§ **AIM OF THE EXERCISE**: Across the records below, report how many lines include the word "main", stating the number alone.

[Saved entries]
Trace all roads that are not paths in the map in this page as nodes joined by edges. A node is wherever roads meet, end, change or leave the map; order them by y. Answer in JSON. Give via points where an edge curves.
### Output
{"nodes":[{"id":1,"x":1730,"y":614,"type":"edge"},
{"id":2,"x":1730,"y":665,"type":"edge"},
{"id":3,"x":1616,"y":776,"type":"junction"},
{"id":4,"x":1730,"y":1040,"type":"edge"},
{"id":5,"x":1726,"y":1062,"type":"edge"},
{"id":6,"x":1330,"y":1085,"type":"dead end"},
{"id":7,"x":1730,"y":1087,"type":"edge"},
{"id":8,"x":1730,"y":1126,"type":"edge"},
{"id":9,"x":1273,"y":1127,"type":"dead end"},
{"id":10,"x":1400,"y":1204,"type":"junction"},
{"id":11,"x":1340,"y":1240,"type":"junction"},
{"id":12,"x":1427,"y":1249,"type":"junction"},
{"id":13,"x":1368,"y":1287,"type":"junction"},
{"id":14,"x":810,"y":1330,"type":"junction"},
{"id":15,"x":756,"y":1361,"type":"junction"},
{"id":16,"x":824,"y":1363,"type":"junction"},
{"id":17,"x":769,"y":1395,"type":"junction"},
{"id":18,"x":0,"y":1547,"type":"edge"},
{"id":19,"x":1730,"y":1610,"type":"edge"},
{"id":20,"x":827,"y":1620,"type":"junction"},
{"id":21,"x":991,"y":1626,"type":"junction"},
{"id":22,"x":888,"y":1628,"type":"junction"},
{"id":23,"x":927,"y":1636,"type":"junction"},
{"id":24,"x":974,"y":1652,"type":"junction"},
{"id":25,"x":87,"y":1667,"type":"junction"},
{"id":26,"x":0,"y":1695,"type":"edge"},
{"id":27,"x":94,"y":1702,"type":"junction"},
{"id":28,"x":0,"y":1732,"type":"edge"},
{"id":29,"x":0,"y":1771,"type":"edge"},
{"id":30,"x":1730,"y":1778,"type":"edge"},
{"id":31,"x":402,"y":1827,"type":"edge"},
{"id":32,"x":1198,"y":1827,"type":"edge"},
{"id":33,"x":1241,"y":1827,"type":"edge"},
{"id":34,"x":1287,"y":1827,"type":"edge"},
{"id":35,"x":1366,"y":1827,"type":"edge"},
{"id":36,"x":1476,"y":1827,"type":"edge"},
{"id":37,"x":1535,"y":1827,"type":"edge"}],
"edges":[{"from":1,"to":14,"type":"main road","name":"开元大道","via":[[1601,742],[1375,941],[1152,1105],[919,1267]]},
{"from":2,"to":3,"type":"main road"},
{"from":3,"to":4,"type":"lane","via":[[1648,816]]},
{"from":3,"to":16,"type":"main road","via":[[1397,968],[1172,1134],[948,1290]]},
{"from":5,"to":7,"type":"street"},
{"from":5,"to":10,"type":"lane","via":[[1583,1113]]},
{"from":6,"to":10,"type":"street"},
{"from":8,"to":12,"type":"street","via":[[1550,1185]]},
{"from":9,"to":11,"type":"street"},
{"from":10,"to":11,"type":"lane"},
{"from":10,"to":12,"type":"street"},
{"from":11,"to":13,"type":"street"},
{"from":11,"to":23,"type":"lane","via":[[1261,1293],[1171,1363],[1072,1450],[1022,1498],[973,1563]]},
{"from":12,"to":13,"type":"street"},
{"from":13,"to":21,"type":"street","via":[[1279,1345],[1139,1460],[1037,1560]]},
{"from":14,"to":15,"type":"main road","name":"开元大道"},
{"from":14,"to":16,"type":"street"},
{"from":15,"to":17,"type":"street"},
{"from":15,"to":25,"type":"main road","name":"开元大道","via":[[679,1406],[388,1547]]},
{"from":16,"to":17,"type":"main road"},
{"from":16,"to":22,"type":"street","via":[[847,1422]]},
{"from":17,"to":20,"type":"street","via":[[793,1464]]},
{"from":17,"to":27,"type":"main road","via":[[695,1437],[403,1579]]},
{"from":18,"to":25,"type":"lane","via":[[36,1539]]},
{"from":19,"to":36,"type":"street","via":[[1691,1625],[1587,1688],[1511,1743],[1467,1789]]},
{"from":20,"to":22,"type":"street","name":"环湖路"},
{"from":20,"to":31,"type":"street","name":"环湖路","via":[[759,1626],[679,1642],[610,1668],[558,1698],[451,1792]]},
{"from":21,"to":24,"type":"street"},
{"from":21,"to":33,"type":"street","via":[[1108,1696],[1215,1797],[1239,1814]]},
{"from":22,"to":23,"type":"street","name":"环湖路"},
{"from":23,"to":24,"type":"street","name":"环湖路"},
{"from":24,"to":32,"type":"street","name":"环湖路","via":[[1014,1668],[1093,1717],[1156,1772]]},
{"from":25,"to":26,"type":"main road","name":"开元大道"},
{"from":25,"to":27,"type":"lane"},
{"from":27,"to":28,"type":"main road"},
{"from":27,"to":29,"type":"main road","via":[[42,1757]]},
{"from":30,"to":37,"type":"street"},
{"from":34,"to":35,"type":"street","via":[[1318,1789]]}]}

§ **SOLUTION TO THE PROBLEM**: 10